Can you sigh mentally? I did. Another random dude hitting up a poor woman bent on loosing weight. I decided to play nice. I nodded at the chair and put on my serious face. It’s like all my other faces except in this one I bite my lip and focus furiously on what I’m doing. I use the same face when I’m typing and when I’m scrambling eggs.

He sits, and unfolds a laptop the size of a novel. I mean, come on, who uses a laptop that small? Not my business I tell myself and turn to the second page. There’s an illustration, hand drawn on the page. An elephant in a tutu sits daintily on an impossibly small chair and she’s painting her fingernails. The caption reads ‘Distract, don’t define.’ I turn the page.

The sound of rapid fire typing catches my attention. My table mate hunches over his tiny laptop. His hair falls untidily across his forehead, across a pair of glasses so thick, I swear I could see the pores on his face through the lens. He looks up at me guiltily. ‘Sorry’ he says, still typing like a madman. Was he really typing without looking?

‘I’ll be done in a minute. I don’t mean to disturb you.’

I realized I was staring. Biting my lip. He looked back at this screen and rattled off a machine gun wall of text that left me with quite a flutter. Nothing like mad keyboard skills to get me going. Quite rare these days.

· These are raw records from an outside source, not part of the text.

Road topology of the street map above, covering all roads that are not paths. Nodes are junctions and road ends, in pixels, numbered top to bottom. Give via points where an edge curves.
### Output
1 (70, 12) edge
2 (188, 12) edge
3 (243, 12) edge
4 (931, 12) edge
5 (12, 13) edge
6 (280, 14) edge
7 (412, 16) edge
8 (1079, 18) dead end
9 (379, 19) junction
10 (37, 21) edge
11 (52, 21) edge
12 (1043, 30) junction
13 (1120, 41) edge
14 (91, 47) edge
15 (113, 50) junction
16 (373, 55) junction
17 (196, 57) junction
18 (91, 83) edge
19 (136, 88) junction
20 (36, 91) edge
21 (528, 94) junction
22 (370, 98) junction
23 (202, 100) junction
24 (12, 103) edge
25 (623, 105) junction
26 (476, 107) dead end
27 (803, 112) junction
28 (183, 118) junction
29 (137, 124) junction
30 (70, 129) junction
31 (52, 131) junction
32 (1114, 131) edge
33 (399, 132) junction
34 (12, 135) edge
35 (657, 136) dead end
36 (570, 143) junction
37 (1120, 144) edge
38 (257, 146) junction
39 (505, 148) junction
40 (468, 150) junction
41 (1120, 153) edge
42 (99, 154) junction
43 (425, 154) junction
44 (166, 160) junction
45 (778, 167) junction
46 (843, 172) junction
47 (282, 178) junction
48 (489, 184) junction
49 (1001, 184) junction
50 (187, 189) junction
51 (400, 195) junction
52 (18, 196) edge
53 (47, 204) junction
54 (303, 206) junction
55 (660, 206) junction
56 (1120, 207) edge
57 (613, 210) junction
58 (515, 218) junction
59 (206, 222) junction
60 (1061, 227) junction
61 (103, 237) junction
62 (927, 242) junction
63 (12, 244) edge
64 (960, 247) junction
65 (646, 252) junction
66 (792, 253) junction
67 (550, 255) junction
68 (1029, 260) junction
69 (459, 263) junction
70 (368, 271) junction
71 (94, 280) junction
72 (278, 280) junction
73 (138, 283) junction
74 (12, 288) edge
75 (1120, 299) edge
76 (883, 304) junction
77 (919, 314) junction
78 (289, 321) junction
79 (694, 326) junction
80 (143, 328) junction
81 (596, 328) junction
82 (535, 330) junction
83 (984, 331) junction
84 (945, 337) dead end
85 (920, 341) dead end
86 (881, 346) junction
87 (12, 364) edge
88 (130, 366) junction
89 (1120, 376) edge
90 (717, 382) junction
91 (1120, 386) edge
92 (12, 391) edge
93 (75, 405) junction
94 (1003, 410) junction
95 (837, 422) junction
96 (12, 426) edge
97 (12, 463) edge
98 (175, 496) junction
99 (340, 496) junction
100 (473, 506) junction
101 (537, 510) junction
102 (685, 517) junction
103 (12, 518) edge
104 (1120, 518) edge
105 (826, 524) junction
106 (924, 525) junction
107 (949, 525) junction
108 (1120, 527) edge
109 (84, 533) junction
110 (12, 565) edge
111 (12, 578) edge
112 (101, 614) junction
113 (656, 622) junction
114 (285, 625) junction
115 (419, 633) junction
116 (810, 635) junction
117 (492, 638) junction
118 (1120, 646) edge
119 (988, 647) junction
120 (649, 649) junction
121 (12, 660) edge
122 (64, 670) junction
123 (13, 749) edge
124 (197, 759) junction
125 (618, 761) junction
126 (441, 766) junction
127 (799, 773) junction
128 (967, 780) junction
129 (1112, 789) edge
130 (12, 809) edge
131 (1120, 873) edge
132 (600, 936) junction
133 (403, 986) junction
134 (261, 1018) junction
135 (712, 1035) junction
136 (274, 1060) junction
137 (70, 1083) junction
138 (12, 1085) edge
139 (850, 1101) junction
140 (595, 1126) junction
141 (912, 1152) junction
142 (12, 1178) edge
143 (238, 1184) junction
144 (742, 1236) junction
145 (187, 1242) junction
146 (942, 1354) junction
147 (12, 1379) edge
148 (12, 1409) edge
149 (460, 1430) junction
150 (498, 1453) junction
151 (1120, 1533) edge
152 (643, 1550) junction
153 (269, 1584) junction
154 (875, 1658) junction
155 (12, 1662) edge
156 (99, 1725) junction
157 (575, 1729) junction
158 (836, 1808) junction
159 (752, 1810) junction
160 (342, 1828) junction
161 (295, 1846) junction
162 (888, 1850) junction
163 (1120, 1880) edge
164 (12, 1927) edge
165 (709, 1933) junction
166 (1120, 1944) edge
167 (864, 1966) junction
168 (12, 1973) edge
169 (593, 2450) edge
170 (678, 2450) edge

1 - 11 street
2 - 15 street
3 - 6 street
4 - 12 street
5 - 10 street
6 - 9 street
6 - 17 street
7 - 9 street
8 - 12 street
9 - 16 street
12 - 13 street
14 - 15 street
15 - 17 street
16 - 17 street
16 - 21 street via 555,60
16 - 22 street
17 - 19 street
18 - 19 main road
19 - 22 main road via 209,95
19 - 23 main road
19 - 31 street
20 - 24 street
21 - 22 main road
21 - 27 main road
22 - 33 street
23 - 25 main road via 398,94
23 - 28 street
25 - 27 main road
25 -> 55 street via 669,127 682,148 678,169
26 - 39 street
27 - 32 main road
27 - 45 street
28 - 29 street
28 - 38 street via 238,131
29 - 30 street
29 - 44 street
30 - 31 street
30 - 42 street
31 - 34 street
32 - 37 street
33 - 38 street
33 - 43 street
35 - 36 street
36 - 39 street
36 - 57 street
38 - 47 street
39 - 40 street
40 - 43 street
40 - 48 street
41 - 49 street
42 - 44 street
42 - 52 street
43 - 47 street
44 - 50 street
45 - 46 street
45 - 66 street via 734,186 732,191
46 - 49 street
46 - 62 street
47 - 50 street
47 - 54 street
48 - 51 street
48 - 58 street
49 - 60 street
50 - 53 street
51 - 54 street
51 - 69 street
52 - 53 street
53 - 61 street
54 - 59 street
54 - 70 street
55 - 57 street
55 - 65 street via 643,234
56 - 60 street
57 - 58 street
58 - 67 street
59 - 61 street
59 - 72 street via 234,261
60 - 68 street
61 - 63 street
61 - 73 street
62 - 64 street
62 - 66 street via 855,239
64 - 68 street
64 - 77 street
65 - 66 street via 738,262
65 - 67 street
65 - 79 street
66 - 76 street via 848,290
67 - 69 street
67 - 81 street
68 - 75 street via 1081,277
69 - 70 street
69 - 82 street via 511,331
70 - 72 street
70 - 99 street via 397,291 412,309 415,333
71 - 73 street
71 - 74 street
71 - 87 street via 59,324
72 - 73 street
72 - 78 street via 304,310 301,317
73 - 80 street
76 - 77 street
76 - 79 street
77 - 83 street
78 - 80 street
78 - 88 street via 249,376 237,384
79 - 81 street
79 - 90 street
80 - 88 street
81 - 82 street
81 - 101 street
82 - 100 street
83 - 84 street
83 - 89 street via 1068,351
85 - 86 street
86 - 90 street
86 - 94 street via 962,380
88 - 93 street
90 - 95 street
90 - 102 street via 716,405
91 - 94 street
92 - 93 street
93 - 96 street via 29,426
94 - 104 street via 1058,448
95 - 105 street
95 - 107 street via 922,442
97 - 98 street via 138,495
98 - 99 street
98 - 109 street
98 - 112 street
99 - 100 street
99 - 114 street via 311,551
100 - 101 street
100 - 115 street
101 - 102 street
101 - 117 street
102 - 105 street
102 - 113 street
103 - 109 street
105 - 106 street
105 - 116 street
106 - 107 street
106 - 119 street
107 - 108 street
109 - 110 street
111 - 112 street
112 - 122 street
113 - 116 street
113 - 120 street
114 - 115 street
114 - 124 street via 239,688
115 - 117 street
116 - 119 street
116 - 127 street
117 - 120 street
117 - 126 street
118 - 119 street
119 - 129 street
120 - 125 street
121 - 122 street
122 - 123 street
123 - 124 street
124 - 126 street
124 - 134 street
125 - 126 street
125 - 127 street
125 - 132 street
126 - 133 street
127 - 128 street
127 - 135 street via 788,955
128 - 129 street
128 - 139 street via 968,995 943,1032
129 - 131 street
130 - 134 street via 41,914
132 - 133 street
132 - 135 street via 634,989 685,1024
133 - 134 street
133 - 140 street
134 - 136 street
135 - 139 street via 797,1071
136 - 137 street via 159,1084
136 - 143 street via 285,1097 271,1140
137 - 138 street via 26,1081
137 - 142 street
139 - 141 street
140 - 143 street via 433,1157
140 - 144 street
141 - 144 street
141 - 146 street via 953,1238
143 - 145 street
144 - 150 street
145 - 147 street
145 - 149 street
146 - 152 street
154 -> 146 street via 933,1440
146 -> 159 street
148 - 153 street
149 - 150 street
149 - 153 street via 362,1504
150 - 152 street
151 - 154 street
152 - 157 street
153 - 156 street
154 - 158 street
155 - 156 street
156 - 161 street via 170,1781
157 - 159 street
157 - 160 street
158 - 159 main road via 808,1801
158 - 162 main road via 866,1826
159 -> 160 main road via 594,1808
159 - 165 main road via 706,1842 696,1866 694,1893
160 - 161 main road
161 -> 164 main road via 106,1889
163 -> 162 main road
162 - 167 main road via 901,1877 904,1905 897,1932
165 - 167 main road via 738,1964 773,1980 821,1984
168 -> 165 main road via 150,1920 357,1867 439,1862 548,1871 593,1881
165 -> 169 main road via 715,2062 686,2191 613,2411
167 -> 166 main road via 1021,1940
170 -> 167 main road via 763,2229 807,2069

The man typed the way I eat Peanut M&Ms. Without stopping, without looking, without breathing, without skipping a beat. Maybe it was the coffee, maybe it was the normalcy of the entire tableau. I still don’t understand what happened but he stopped suddenly and looked at me with a strangled expression. The way a cat looks when you try to give it a bath. Horror, mixed in with terror and a dollop of despair thrown in for good measure. My neighbor Brian, gets that same look whenever his wife goes to Kohls. Go figure.

I turn back to my book, I mean what else could I do? I never inspired horror, or despair for that matter. Most people think I’m cute. I’m only 5 foot 2. Funsized if anything. My strange companion looks like he swallowed a tadpole.

I sneak a peek up at him. He is still looking at me.

And then I realize something quite extraordinary. My cold clammy foot is no longer resting on my soft spongy sketchers. Actually its resting on something quite warm. And soft.

His eyes met mine for a long moment.

I turned the page of my book furiously. I daren’t look. What was happening here?

‘Ahem.’ He said.

My newfound table friend leaned back.

So I lean back too. He looks under the table. I squeeze my eyes half shut. I knew what I was about to see. I saw my foot, my cold clammy friend of 24 years, faithfully exfoliated with St. Ives Apricot foot scrub, every other toe painted a different color resting peacefully, almost prophetically, on top of my friends bare foot. Apparently I wasn’t the only one who liked to take shoes off to sit.

But I was the one who decided to take this casual table sitting to a whole new level.

Sigh.

‘Coffee?’ I volunteered, still biting my lip. For a long moment he hesitated. I mean, I practically threw my foot at him.

Then he laughed. We’re still laughing about it; to this day I can’t think of a better place to warm up the old clams. My table friend though, still reacts like a half drowned cat, every time I do it.